* Work instruction
Could you repeat all of the entries below word for word, apart from the pictures?

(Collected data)
——————————

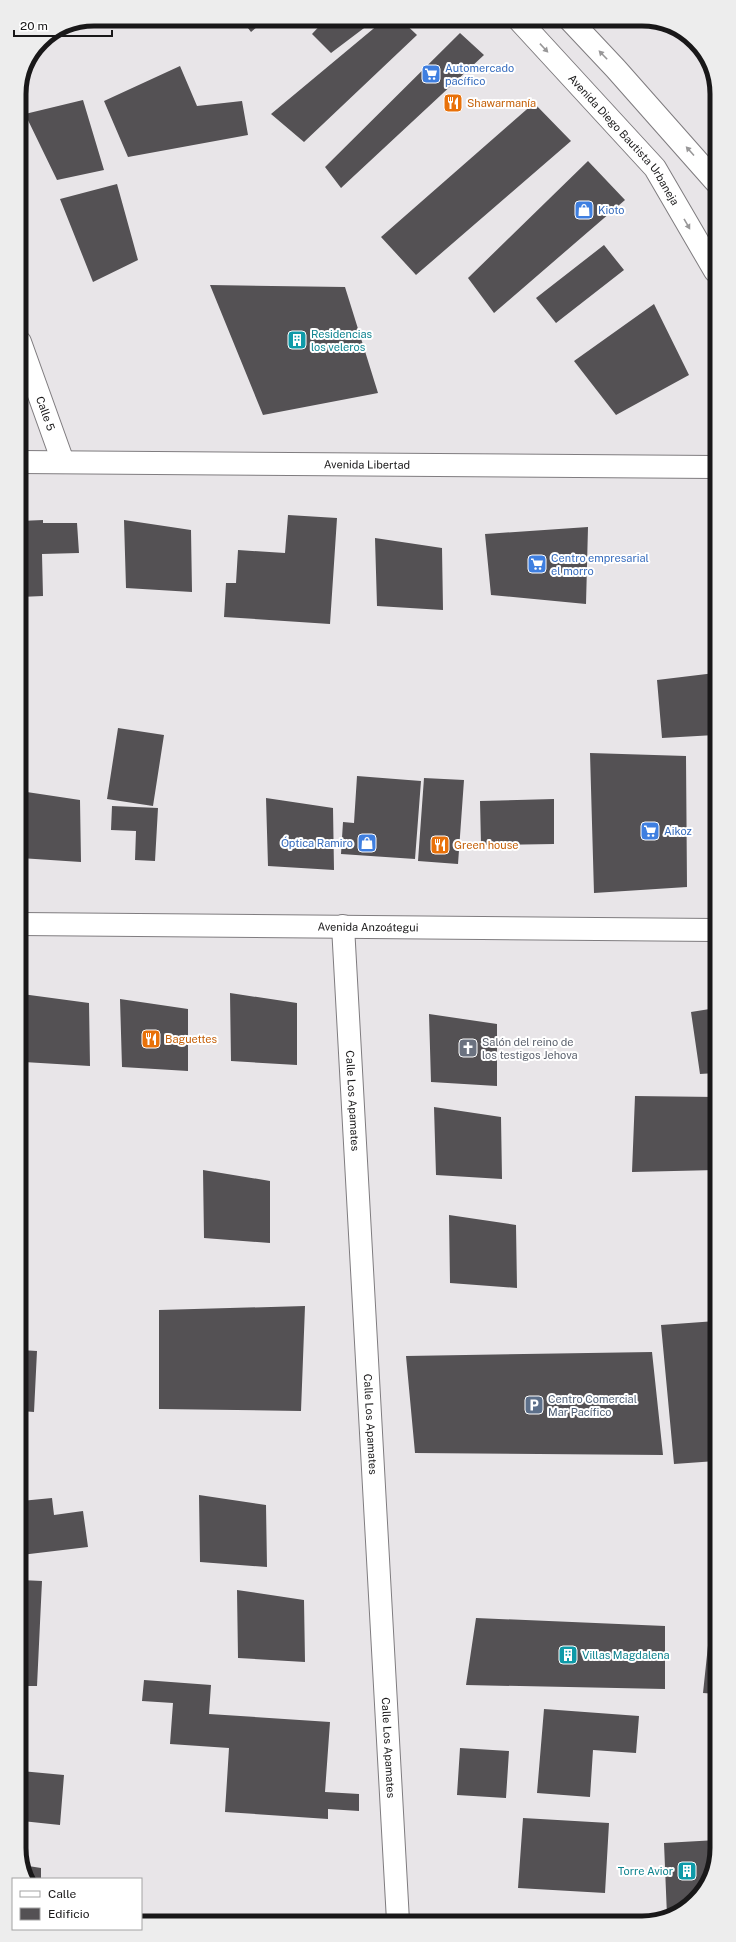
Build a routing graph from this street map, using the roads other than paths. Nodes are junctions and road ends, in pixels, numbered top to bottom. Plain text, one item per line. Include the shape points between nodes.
1 (524, 26) edge
2 (575, 26) edge
3 (710, 176) edge
4 (710, 262) edge
5 (26, 359) edge
6 (26, 462) edge
7 (63, 462) junction
8 (710, 467) edge
9 (26, 924) edge
10 (343, 926) junction
11 (710, 930) edge
12 (398, 1916) edge

1 -> 4 street, Avenida Diego Bautista Urbaneja via 655,168
3 -> 2 street via 622,75
5 - 7 street, Calle 5
6 - 7 street, Avenida Libertad
7 - 8 street, Avenida Libertad
9 - 10 street, Avenida Anzoátegui
10 - 11 street, Avenida Anzoátegui
10 - 12 street, Calle Los Apamates

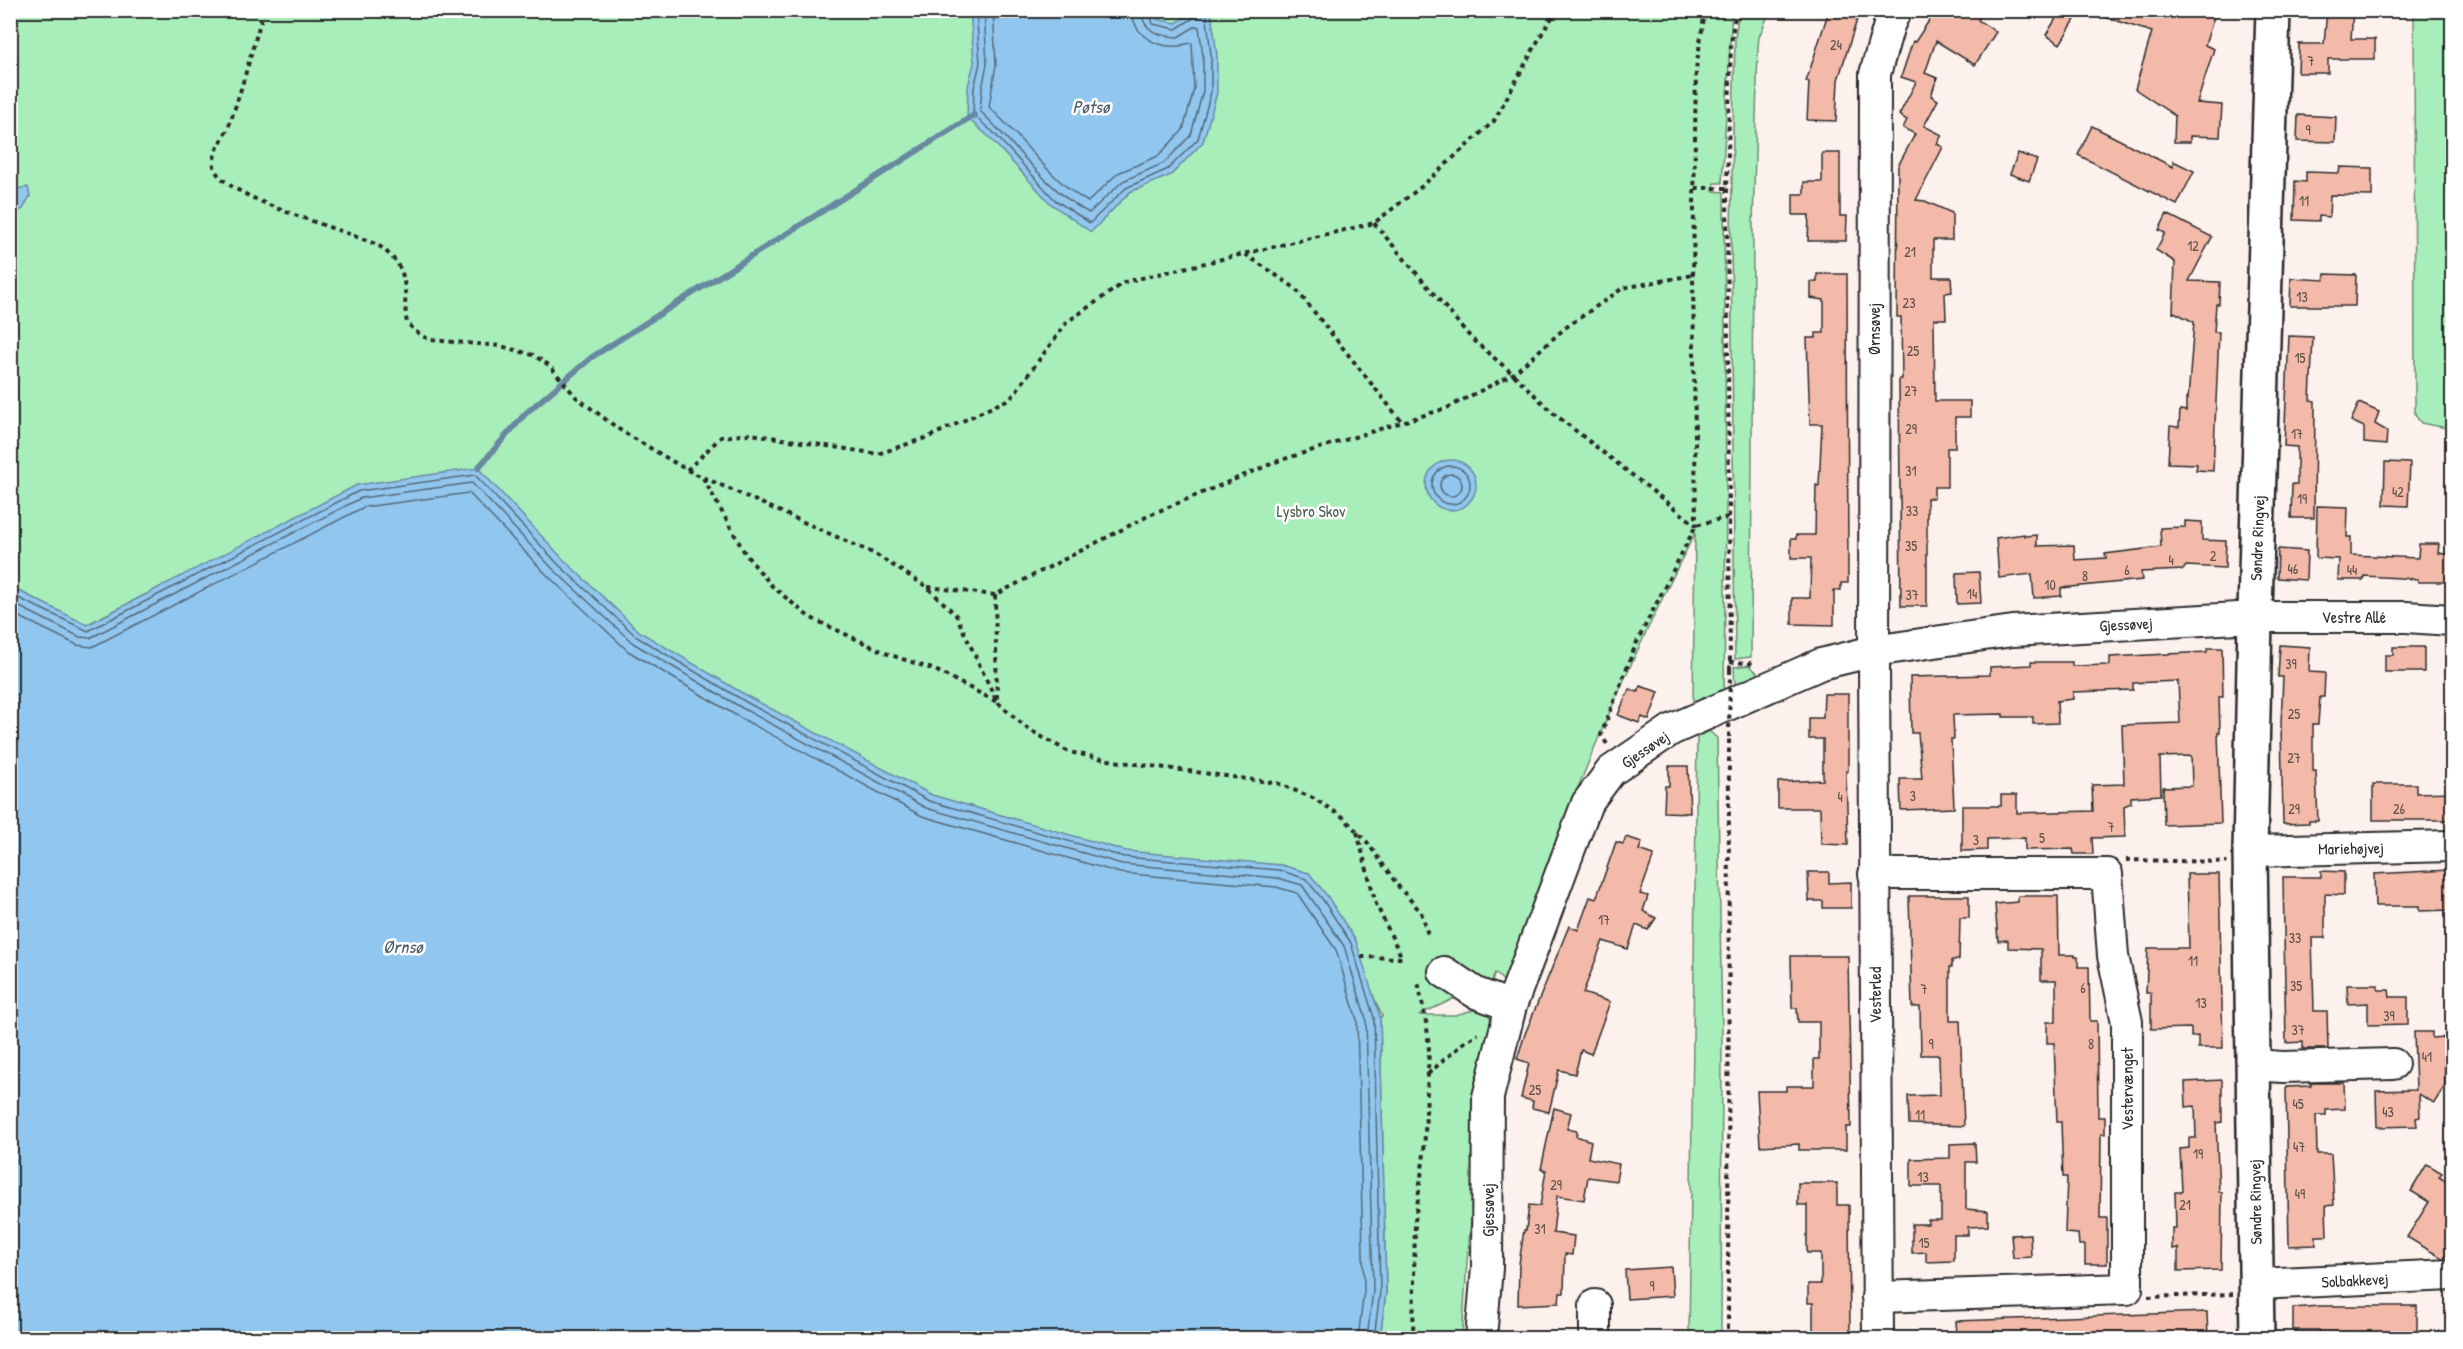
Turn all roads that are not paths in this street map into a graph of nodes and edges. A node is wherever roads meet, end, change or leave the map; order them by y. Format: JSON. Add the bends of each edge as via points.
{"nodes":[{"id":1,"x":1896,"y":10,"type":"edge"},
{"id":2,"x":2273,"y":10,"type":"edge"},
{"id":3,"x":2255,"y":617,"type":"junction"},
{"id":4,"x":2452,"y":620,"type":"edge"},
{"id":5,"x":1874,"y":651,"type":"junction"},
{"id":6,"x":2452,"y":846,"type":"edge"},
{"id":7,"x":2250,"y":851,"type":"junction"},
{"id":8,"x":1875,"y":874,"type":"junction"},
{"id":9,"x":1431,"y":977,"type":"road end"},
{"id":10,"x":1508,"y":1017,"type":"junction"},
{"id":11,"x":2393,"y":1064,"type":"dead end"},
{"id":12,"x":2253,"y":1065,"type":"junction"},
{"id":13,"x":2452,"y":1275,"type":"edge"},
{"id":14,"x":2257,"y":1284,"type":"junction"},
{"id":15,"x":1877,"y":1297,"type":"junction"},
{"id":16,"x":1595,"y":1305,"type":"dead end"},
{"id":17,"x":1481,"y":1338,"type":"edge"},
{"id":18,"x":1594,"y":1338,"type":"edge"},
{"id":19,"x":1878,"y":1338,"type":"edge"},
{"id":20,"x":2258,"y":1338,"type":"edge"}],
"edges":[{"from":1,"to":5,"type":"street","name":"Ørnsøvej","via":[[1875,74]]},
{"from":2,"to":3,"type":"main road","name":"Søndre Ringvej"},
{"from":3,"to":4,"type":"street","name":"Vestre Allé"},
{"from":3,"to":5,"type":"street","name":"Gjessøvej","via":[[2013,631]]},
{"from":3,"to":7,"type":"main road","name":"Søndre Ringvej"},
{"from":5,"to":8,"type":"street","name":"Vesterled"},
{"from":5,"to":10,"type":"street","name":"Gjessøvej","via":[[1821,663],[1742,697],[1671,730],[1611,771],[1587,803]]},
{"from":6,"to":7,"type":"street","name":"Mariehøjvej"},
{"from":7,"to":12,"type":"main road","name":"Søndre Ringvej"},
{"from":8,"to":15,"type":"street","name":"Vesterled"},
{"from":8,"to":15,"type":"street","name":"Vestervænget","via":[[2108,874],[2113,956],[2127,1022],[2127,1289]]},
{"from":9,"to":10,"type":"street","via":[[1476,993]]},
{"from":10,"to":17,"type":"street","name":"Gjessøvej","via":[[1488,1097],[1487,1268]]},
{"from":11,"to":12,"type":"street"},
{"from":12,"to":14,"type":"main road","name":"Søndre Ringvej"},
{"from":13,"to":14,"type":"street","name":"Solbakkevej"},
{"from":14,"to":20,"type":"main road","name":"Søndre Ringvej"},
{"from":15,"to":19,"type":"street","name":"Vesterled"},
{"from":16,"to":18,"type":"street"}]}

——————————

* Reply to the task
Build a routing graph from this street map, using the roads other than paths. Nodes are junctions and road ends, in pixels, numbered top to bottom. Plain text, one item per line. Include the shape points between nodes.
1 (524, 26) edge
2 (575, 26) edge
3 (710, 176) edge
4 (710, 262) edge
5 (26, 359) edge
6 (26, 462) edge
7 (63, 462) junction
8 (710, 467) edge
9 (26, 924) edge
10 (343, 926) junction
11 (710, 930) edge
12 (398, 1916) edge

1 -> 4 street, Avenida Diego Bautista Urbaneja via 655,168
3 -> 2 street via 622,75
5 - 7 street, Calle 5
6 - 7 street, Avenida Libertad
7 - 8 street, Avenida Libertad
9 - 10 street, Avenida Anzoátegui
10 - 11 street, Avenida Anzoátegui
10 - 12 street, Calle Los Apamates

Turn all roads that are not paths in this street map into a graph of nodes and edges. A node is wherever roads meet, end, change or leave the map; order them by y. Format: JSON. Add the bends of each edge as via points.
{"nodes":[{"id":1,"x":1896,"y":10,"type":"edge"},
{"id":2,"x":2273,"y":10,"type":"edge"},
{"id":3,"x":2255,"y":617,"type":"junction"},
{"id":4,"x":2452,"y":620,"type":"edge"},
{"id":5,"x":1874,"y":651,"type":"junction"},
{"id":6,"x":2452,"y":846,"type":"edge"},
{"id":7,"x":2250,"y":851,"type":"junction"},
{"id":8,"x":1875,"y":874,"type":"junction"},
{"id":9,"x":1431,"y":977,"type":"road end"},
{"id":10,"x":1508,"y":1017,"type":"junction"},
{"id":11,"x":2393,"y":1064,"type":"dead end"},
{"id":12,"x":2253,"y":1065,"type":"junction"},
{"id":13,"x":2452,"y":1275,"type":"edge"},
{"id":14,"x":2257,"y":1284,"type":"junction"},
{"id":15,"x":1877,"y":1297,"type":"junction"},
{"id":16,"x":1595,"y":1305,"type":"dead end"},
{"id":17,"x":1481,"y":1338,"type":"edge"},
{"id":18,"x":1594,"y":1338,"type":"edge"},
{"id":19,"x":1878,"y":1338,"type":"edge"},
{"id":20,"x":2258,"y":1338,"type":"edge"}],
"edges":[{"from":1,"to":5,"type":"street","name":"Ørnsøvej","via":[[1875,74]]},
{"from":2,"to":3,"type":"main road","name":"Søndre Ringvej"},
{"from":3,"to":4,"type":"street","name":"Vestre Allé"},
{"from":3,"to":5,"type":"street","name":"Gjessøvej","via":[[2013,631]]},
{"from":3,"to":7,"type":"main road","name":"Søndre Ringvej"},
{"from":5,"to":8,"type":"street","name":"Vesterled"},
{"from":5,"to":10,"type":"street","name":"Gjessøvej","via":[[1821,663],[1742,697],[1671,730],[1611,771],[1587,803]]},
{"from":6,"to":7,"type":"street","name":"Mariehøjvej"},
{"from":7,"to":12,"type":"main road","name":"Søndre Ringvej"},
{"from":8,"to":15,"type":"street","name":"Vesterled"},
{"from":8,"to":15,"type":"street","name":"Vestervænget","via":[[2108,874],[2113,956],[2127,1022],[2127,1289]]},
{"from":9,"to":10,"type":"street","via":[[1476,993]]},
{"from":10,"to":17,"type":"street","name":"Gjessøvej","via":[[1488,1097],[1487,1268]]},
{"from":11,"to":12,"type":"street"},
{"from":12,"to":14,"type":"main road","name":"Søndre Ringvej"},
{"from":13,"to":14,"type":"street","name":"Solbakkevej"},
{"from":14,"to":20,"type":"main road","name":"Søndre Ringvej"},
{"from":15,"to":19,"type":"street","name":"Vesterled"},
{"from":16,"to":18,"type":"street"}]}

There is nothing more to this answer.